Task objective →
Transcribe every record verbatim; no pictures.

Provided material →
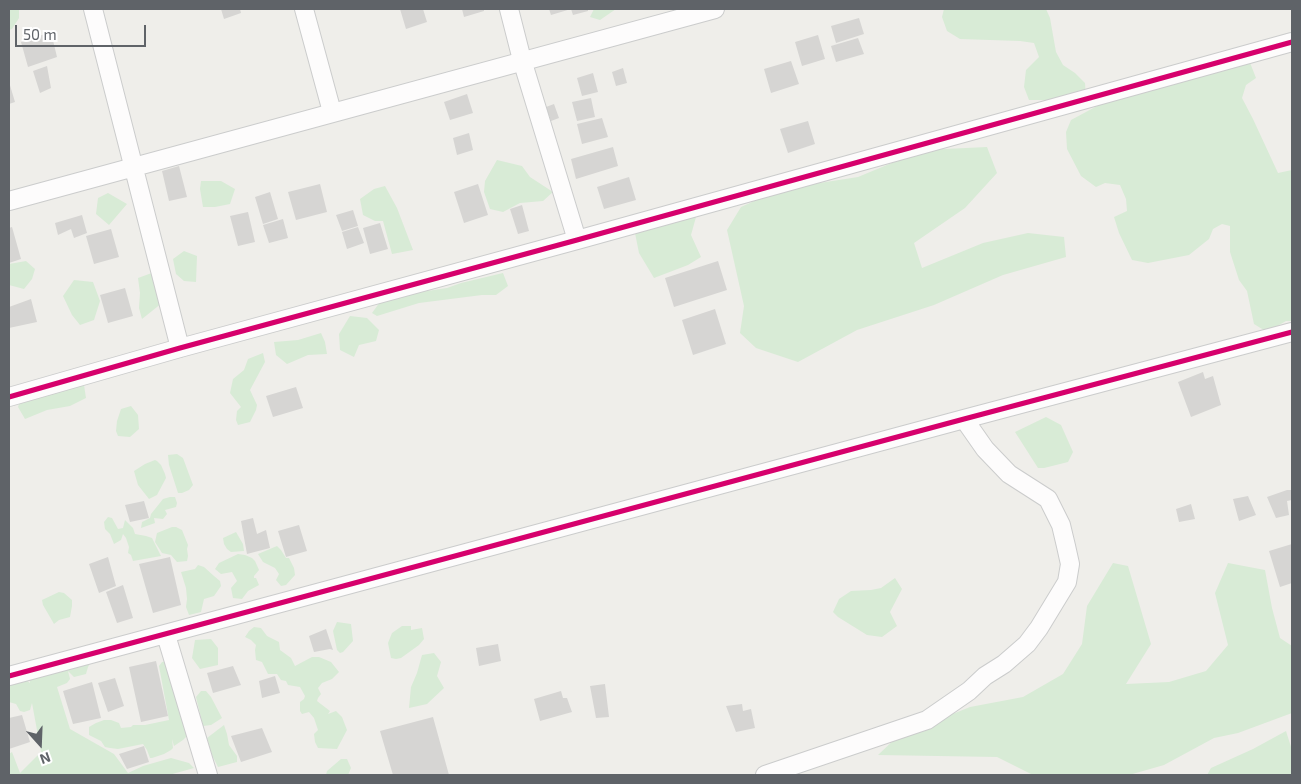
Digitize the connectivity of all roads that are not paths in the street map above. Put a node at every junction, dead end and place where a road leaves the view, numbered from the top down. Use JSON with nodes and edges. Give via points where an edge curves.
{"nodes":[{"id":1,"x":93,"y":9,"type":"edge"},
{"id":2,"x":304,"y":9,"type":"edge"},
{"id":3,"x":509,"y":9,"type":"edge"},
{"id":4,"x":715,"y":9,"type":"edge"},
{"id":5,"x":1292,"y":42,"type":"edge"},
{"id":6,"x":522,"y":60,"type":"junction"},
{"id":7,"x":332,"y":112,"type":"junction"},
{"id":8,"x":133,"y":167,"type":"junction"},
{"id":9,"x":9,"y":201,"type":"edge"},
{"id":10,"x":577,"y":240,"type":"junction"},
{"id":11,"x":1292,"y":332,"type":"edge"},
{"id":12,"x":180,"y":348,"type":"junction"},
{"id":13,"x":9,"y":397,"type":"edge"},
{"id":14,"x":964,"y":419,"type":"junction"},
{"id":15,"x":166,"y":635,"type":"junction"},
{"id":16,"x":9,"y":676,"type":"edge"},
{"id":17,"x":208,"y":775,"type":"edge"},
{"id":18,"x":765,"y":775,"type":"edge"}],
"edges":[{"from":1,"to":8,"type":"street"},
{"from":2,"to":7,"type":"street"},
{"from":3,"to":6,"type":"street"},
{"from":4,"to":6,"type":"street"},
{"from":5,"to":10,"type":"street"},
{"from":6,"to":7,"type":"street"},
{"from":6,"to":10,"type":"street"},
{"from":7,"to":8,"type":"street"},
{"from":8,"to":9,"type":"street"},
{"from":8,"to":12,"type":"street"},
{"from":10,"to":12,"type":"street"},
{"from":11,"to":14,"type":"street"},
{"from":12,"to":13,"type":"street"},
{"from":14,"to":15,"type":"street"},
{"from":14,"to":18,"type":"street","via":[[985,449],[1009,474],[1048,499],[1061,525],[1066,546],[1070,564],[1067,582],[1027,644],[927,720]]},
{"from":15,"to":16,"type":"street"},
{"from":15,"to":17,"type":"street"}]}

Result for this exercise →
Digitize the connectivity of all roads that are not paths in the street map above. Put a node at every junction, dead end and place where a road leaves the view, numbered from the top down. Use JSON with nodes and edges. Give via points where an edge curves.
{"nodes":[{"id":1,"x":93,"y":9,"type":"edge"},
{"id":2,"x":304,"y":9,"type":"edge"},
{"id":3,"x":509,"y":9,"type":"edge"},
{"id":4,"x":715,"y":9,"type":"edge"},
{"id":5,"x":1292,"y":42,"type":"edge"},
{"id":6,"x":522,"y":60,"type":"junction"},
{"id":7,"x":332,"y":112,"type":"junction"},
{"id":8,"x":133,"y":167,"type":"junction"},
{"id":9,"x":9,"y":201,"type":"edge"},
{"id":10,"x":577,"y":240,"type":"junction"},
{"id":11,"x":1292,"y":332,"type":"edge"},
{"id":12,"x":180,"y":348,"type":"junction"},
{"id":13,"x":9,"y":397,"type":"edge"},
{"id":14,"x":964,"y":419,"type":"junction"},
{"id":15,"x":166,"y":635,"type":"junction"},
{"id":16,"x":9,"y":676,"type":"edge"},
{"id":17,"x":208,"y":775,"type":"edge"},
{"id":18,"x":765,"y":775,"type":"edge"}],
"edges":[{"from":1,"to":8,"type":"street"},
{"from":2,"to":7,"type":"street"},
{"from":3,"to":6,"type":"street"},
{"from":4,"to":6,"type":"street"},
{"from":5,"to":10,"type":"street"},
{"from":6,"to":7,"type":"street"},
{"from":6,"to":10,"type":"street"},
{"from":7,"to":8,"type":"street"},
{"from":8,"to":9,"type":"street"},
{"from":8,"to":12,"type":"street"},
{"from":10,"to":12,"type":"street"},
{"from":11,"to":14,"type":"street"},
{"from":12,"to":13,"type":"street"},
{"from":14,"to":15,"type":"street"},
{"from":14,"to":18,"type":"street","via":[[985,449],[1009,474],[1048,499],[1061,525],[1066,546],[1070,564],[1067,582],[1027,644],[927,720]]},
{"from":15,"to":16,"type":"street"},
{"from":15,"to":17,"type":"street"}]}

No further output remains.